On 4 September 1592 he was nearly captured in Leith by the Master of Glamis and James Sandilands, who arrested Captain Halkerston and John Hamilton of Airdrie. Hamilton, a leader at the Raid of Falkland, had asked Wauchope to stay and play cards with him at his lodging. Wauchope refused, preferring to sleep at a secret location. Airdrie and Halkerston were taken to Dalkeith Palace by John Carmichael, Captain of the royal guard, who threatened to torture them with the boot, a device for crushing their legs. Their meeting in Leith had been betrayed by a tailor called Kirkcaldy who was later found blindfolded in a Fife alehouse. Soon after, Wauchope and the Countess of Bothwell made their peace with James VI, who hoped to use them to entrap Bothwell.

===Death===
In April 1594 James VI went to Rossend Castle the house of Sir Robert Melville in Fife with his guard, and unsuccessfully tried to capture Wauchope and John Wemyss of Logie. Wauchope planned to help Bothwell attack Holyroodhouse again in September 1594 and abduct James VI to Blackness Castle. In November it was rumoured his support for Bothwell was wavering.

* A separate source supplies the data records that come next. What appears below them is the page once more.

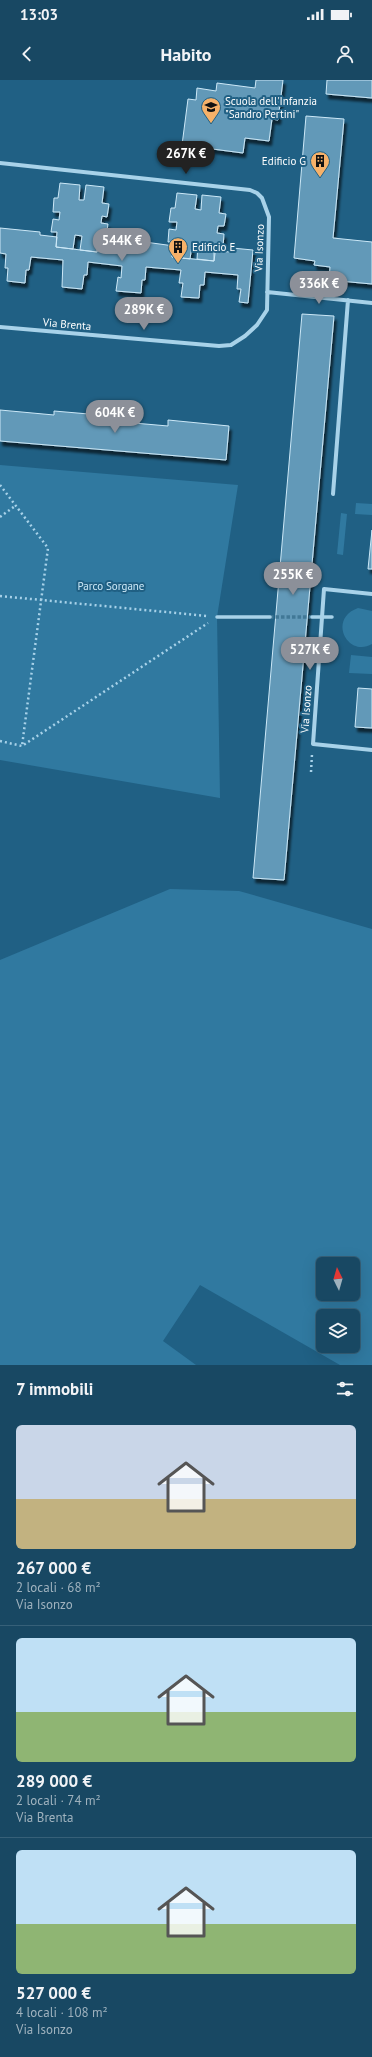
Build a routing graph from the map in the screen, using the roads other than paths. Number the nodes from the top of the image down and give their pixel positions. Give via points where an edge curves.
1 (0, 163) edge
2 (267, 292) junction
3 (348, 300) junction
4 (372, 302) edge
5 (0, 327) edge
6 (333, 494) dead end
7 (372, 594) edge
8 (217, 617) road end
9 (270, 617) tunnel mouth
10 (312, 617) tunnel mouth
11 (321, 617) junction
12 (332, 617) dead end
13 (372, 750) edge

1 - 2 street, Via Isonzo via 238,188 257,193 262,198 269,217
2 - 3 street
2 - 5 street, Via Brenta via 267,310 257,325 231,345
3 - 4 street
3 - 6 street
7 - 11 street, Via Isonzo via 324,589
8 - 9 street
10 - 11 street
11 - 12 street
11 - 13 street, Via Isonzo via 313,744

In May 1597, he was thought to be in England, and a request was made for his rendition, with other fugitives and rebels including; Archibald Douglas, James Douglas of Spott, Alexander Home of Prendergast, and Thomas Cranston. On 18 June 1597, he was surrounded in a house on Skinner's Close on Edinburgh's Royal Mile by followers of the Laird of Edmondstone, and fell to his death trying to escape from a dormer or "storm window".

==Marriage and children==
In 1584 Wauchope married Rachael MacGill, a daughter of the privy councillor James MacGill, and widow of George Stewart of Rosyth. Their son, Francis Wauchope, named after Francis Stewart, 5th Earl of Bothwell, married Jean Sandilands, a daughter of James Sandilands of Slamannan and Jean Crawfurd.

In 1592 when Wauchope was a forfeited rebel, an Act of Parliament allowed Rachael MacGill her "terce", the third of the estate of her first husband George Stewart acquired by her father in name of "tocher" or dowry, and property and incomes from her marriage settlement with Wauchope, because it "was notoriously known to all the country in what miserable estate she was in during the time of the said Archibald remaining in this country, by reason of his own living and hers being all consumed in his vain uses and ungodly fantasies." The Act also encouraged her to dissolve her marriage.

In June 1600 Sandilands seemed likely to get his son-in-law restored to his estates, which angered Sir Robert Ker of Cessford, because Ker's cousin Andrew Edmonstone, Laird of Edmonstone had benefitted by Niddrie's forfeit. Ker argued with James VI that he ought not to restore the estates of followers of the Earl of Bothwell. Sandilands obtained Niddrie-Marischal in 1603, and Francis Wauchope was restored to the estate. Francis Wauchope was fully rehabilated to his estates in April 1609.